Horas críticas

Chomón. El mago de la luz

Los efectos especiales antes del CGI

Los españoles somos seres contradictorios, muy orgullosos de lo nuestro, pero poco justos con los hombres ilustres que salieron de aquí. El cine -no solo el cine español- le debe mucho a Segundo de Chomón, un turolense conocido en su época como el «Méliès» español. De la mano de Queco Ágreda y Roberto Morote el cómic Chomón, publicado por GP Ediciones, nos narra la vida y obra de este pionero del cine europeo cuyo talento fue disputado por los mejores estudios cinematográficos de la época.

Este cómic ilustra los detalles mecánicos de los entresijos del cine, las formas que se tenía de hacer auténtica magia cuando este arte era rudimentario y artesanal. El CGI de los años veinte lo inventaron los hermanos Lumière, Méliès y todos los fundadores del séptimo arte, y Segundo de Chomón merece ser recordado al lado de todos estos genios.

Chomón trabajó en distintas productoras europeas, experimentando técnicas de lo que se llamaban trucajes, o hablando en plata, lo que hoy conocemos como efectos especiales. Bien trabajando directamente sobre la película de nitrato, grabando fotograma a fotograma, o arriesgándose con los movimientos de cámara. En algunas de sus obras, que en su mayoría fueron cortometrajes, vemos objetos desapareciendo o moviéndose solos, sin hilos ni trampa. Lo que estamos viendo es conocido como paso de manivela. Este truco, descubierto un tiempo antes por Meliès, consiste en dejar de rodar y mover los objetos para que dé sensación de que se han trasladado o desaparecido cuando se retome la grabación. En Hotel eléctrico (1908) Chomón lleva este recurso al extremo, en lo que podemos considerar un antecedente del stop motion.

Además, el cómic narra detalles biográficos del protagonista, cuya vida, según explican sus autores, está muy escasamente documentada.
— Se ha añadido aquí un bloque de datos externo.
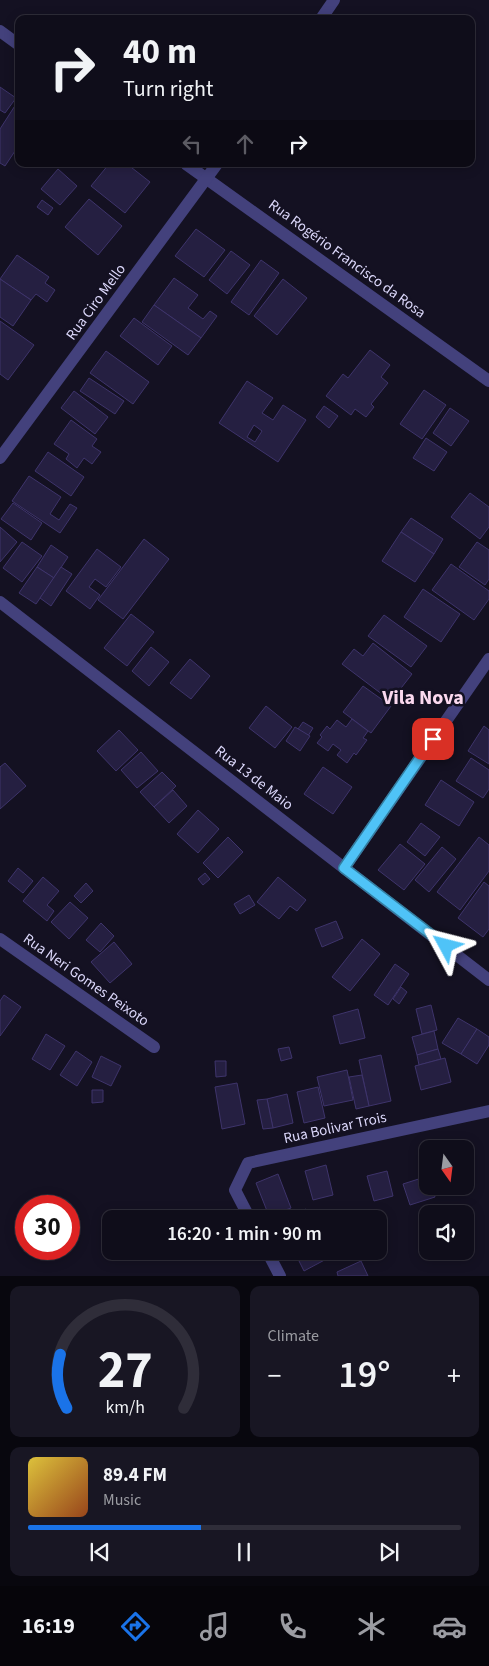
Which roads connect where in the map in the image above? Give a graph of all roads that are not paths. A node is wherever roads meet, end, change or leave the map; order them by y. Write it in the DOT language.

La reciente publicación Chomón a media luz (2021) de Iván Núñez Alonso supuso un giro en la trayectoria del cómic, pues desvelaba muchos detalles sobre sus inicios en el cine, que fueron en Barcelona y no en París, pero sirvió para que sus autores pudiesen construir un relato coherente sobre su vida. Que Ágreda sea licenciado en Historia es un garante de la buena documentación que se ha llevado a cabo para sostener y nutrir la historia.

Su romance, con la que luego se convertiría en su esposa, la actriz Julienne Mathieu, y la relación con el hijo de esta, a quien acogerá y criará como si fuera suyo, nos muestra una faceta humana y tierna de un personaje que destacaba por lo enigmático. No solo se nos da un retrato de lo que ocurría detrás de la cámara en un rodaje, sino que se convierte a Chomón en un personaje bonachón, honesto y, sobre todo, apasionado de su trabajo.

Con unas viñetas que son casi un esbozo en trazo grueso de personajes y escenarios los autores consiguen transmitir un dinamismo que contrasta con la ausencia de fondos y predominio de colores planos. A Chomón lo identificamos por un característico bigote, grueso y redondeado, pero pocos atributos más nos ayudan a reconocerlo. Parecería que estamos viendo una película en blanco y negro si no fuera por el característico uso del color que tiene para marcar saltos temporales o cambiar la atmósfera. Es un dibujo naif pero que no resulta infantil, sino tierno y expresivo.

La novela gráfica nos abre una mirilla al mundo que pudimos ver en La invención de Hugo, pero esta vez con firma española. Mientras Méliès, el gran cineasta y truquista de su época, acabó arruinado y trabajando en una pequeña tienda de la Gare Montparnasse, Chomón siguió haciendo cine hasta que murió prematuramente en 1929. Su nombre no resuena como el del gran cineasta francés, pero con esta breve biografía, por fin, nos podemos acercar al perfil de una de las figuras más interesantes del cine.